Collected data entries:
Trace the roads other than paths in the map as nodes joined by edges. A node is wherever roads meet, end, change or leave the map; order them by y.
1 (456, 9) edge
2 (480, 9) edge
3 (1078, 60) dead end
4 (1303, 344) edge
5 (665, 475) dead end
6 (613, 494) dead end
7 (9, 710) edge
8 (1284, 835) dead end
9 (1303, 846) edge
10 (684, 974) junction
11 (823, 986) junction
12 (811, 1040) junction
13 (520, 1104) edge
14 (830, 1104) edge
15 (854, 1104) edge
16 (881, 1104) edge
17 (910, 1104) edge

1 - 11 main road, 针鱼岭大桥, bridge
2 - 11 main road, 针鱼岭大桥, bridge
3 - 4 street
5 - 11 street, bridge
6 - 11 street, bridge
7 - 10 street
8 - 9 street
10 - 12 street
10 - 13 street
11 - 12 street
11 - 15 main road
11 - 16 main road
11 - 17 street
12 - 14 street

_TRY IT_.
Word for word, retype all of the entries above.

_PROBLEM SOLUTION_.
Trace the roads other than paths in the map as nodes joined by edges. A node is wherever roads meet, end, change or leave the map; order them by y.
1 (456, 9) edge
2 (480, 9) edge
3 (1078, 60) dead end
4 (1303, 344) edge
5 (665, 475) dead end
6 (613, 494) dead end
7 (9, 710) edge
8 (1284, 835) dead end
9 (1303, 846) edge
10 (684, 974) junction
11 (823, 986) junction
12 (811, 1040) junction
13 (520, 1104) edge
14 (830, 1104) edge
15 (854, 1104) edge
16 (881, 1104) edge
17 (910, 1104) edge

1 - 11 main road, 针鱼岭大桥, bridge
2 - 11 main road, 针鱼岭大桥, bridge
3 - 4 street
5 - 11 street, bridge
6 - 11 street, bridge
7 - 10 street
8 - 9 street
10 - 12 street
10 - 13 street
11 - 12 street
11 - 15 main road
11 - 16 main road
11 - 17 street
12 - 14 street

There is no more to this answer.